■ Exercise description ■
Go through the records below and report each line with "Soldado" in it.

■ Data for processing ■
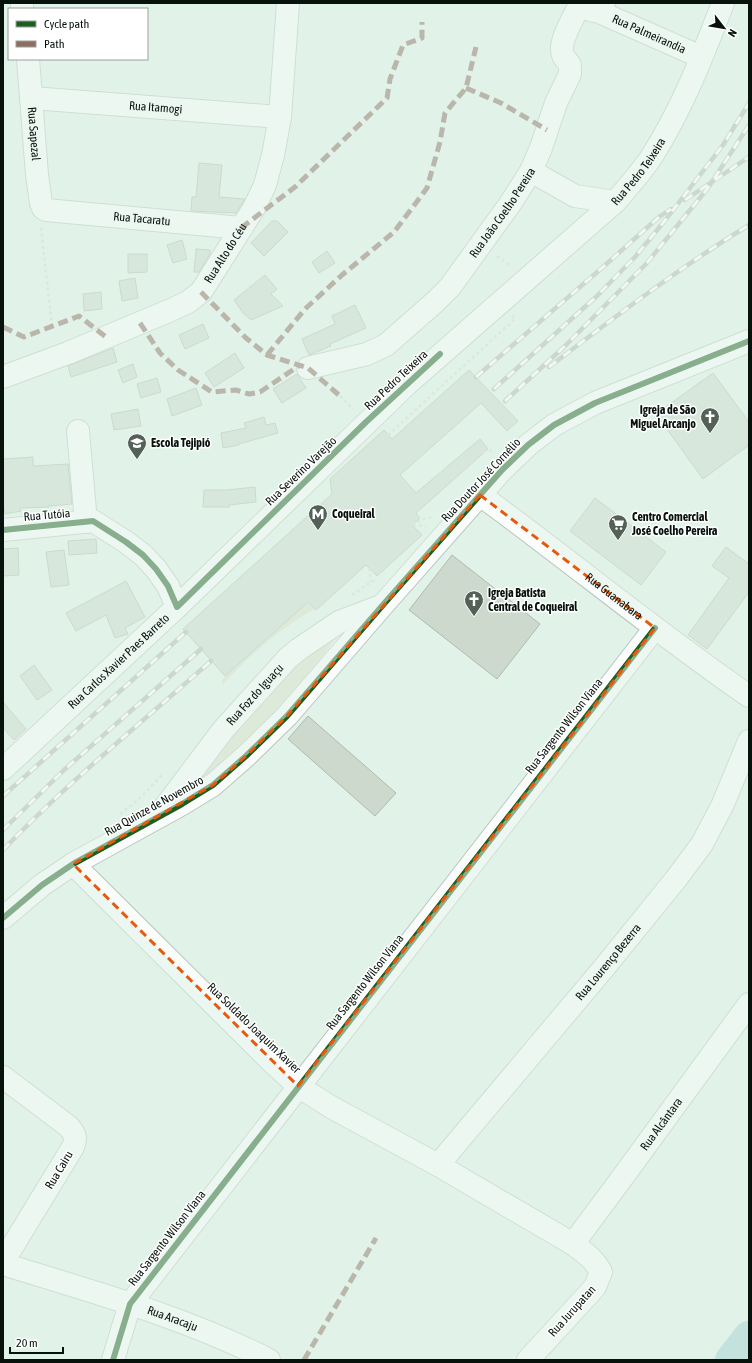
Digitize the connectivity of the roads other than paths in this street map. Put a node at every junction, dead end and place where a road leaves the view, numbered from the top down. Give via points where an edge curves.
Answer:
1 (288, 3) edge
2 (723, 3) edge
3 (601, 7) edge
4 (701, 57) junction
5 (28, 60) edge
6 (32, 98) junction
7 (280, 118) junction
8 (531, 171) junction
9 (615, 202) junction
10 (43, 208) joint
11 (241, 228) junction
12 (749, 341) edge
13 (308, 368) dead end
14 (3, 377) edge
15 (366, 422) joint
16 (78, 431) dead end
17 (480, 495) junction
18 (90, 522) junction
19 (3, 530) edge
20 (250, 535) joint
21 (382, 606) junction
22 (177, 607) junction
23 (655, 628) junction
24 (749, 696) edge
25 (749, 741) edge
26 (3, 769) edge
27 (157, 817) junction
28 (73, 864) junction
29 (3, 918) edge
30 (749, 1004) edge
31 (3, 1077) edge
32 (298, 1086) junction
33 (438, 1165) junction
34 (573, 1244) junction
35 (3, 1263) edge
36 (130, 1304) junction
37 (113, 1360) edge
38 (269, 1360) edge
39 (528, 1360) edge

1 - 7 street, Rua Alto do Céu
2 - 4 street, Rua Pedro Teixeira
3 - 4 street, Rua Palmeirandia
3 - 8 street, Rua João Coelho Pereira via 594,11 579,7 563,41 562,53 570,65 570,74 556,103
4 - 9 street, Rua Pedro Teixeira via 670,126 651,158
5 - 6 street, Rua Sapezal
6 - 7 street, Rua Itamogi
6 - 10 street, Rua Sapezal via 37,175
7 - 11 street, Rua Alto do Céu via 265,185
8 - 9 street via 575,196
8 - 13 street, Rua João Coelho Pereira via 450,287 435,302 386,345 367,354
9 - 15 street, Rua Pedro Teixeira
10 - 11 street, Rua Tacaratu via 50,211
11 - 14 street, Rua Alto do Céu via 194,299 68,353
12 - 17 street, Rua Doutor José Cornélio via 595,403 554,425 528,445
15 - 20 street, Rua Severino Varejão
16 - 18 street
17 - 21 street, Rua Doutor José Cornélio
17 - 23 street, Rua Guanabara
18 - 19 street, Rua Tutóia
18 - 22 street via 126,542 142,555 168,586
20 - 22 street, Rua Carlos Xavier Paes Barreto
21 - 27 street, Rua Quinze de Novembro via 287,716 246,756 213,785
21 - 27 street, Rua Foz do Iguaçu via 339,622 288,658 224,730
22 - 26 street, Rua Carlos Xavier Paes Barreto
23 - 24 street, Rua Guanabara
23 - 32 street, Rua Sargento Wilson Viana
25 - 33 street, Rua Lourenço Bezerra via 723,804 702,844 608,963
27 - 28 street, Rua Quinze de Novembro
28 - 29 street, Rua Quinze de Novembro via 42,885
28 - 32 street, Rua Soldado Joaquim Xavier
30 - 34 street, Rua Alcântara
31 - 35 street, Rua Cairu via 68,1126 76,1141
32 - 33 street, Rua Soldado Joaquim Xavier via 331,1107
32 - 36 street, Rua Sargento Wilson Viana
33 - 34 street, Rua Soldado Joaquim Xavier
34 - 39 street, Rua Jurupatan via 597,1264 601,1272 599,1280 585,1300
35 - 36 street, Rua Aracaju
36 - 37 street, Rua Sargento Wilson Viana
36 - 38 street, Rua Aracaju via 207,1331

■ Your response ■
28 - 32 street, Rua Soldado Joaquim Xavier
32 - 33 street, Rua Soldado Joaquim Xavier via 331,1107
33 - 34 street, Rua Soldado Joaquim Xavier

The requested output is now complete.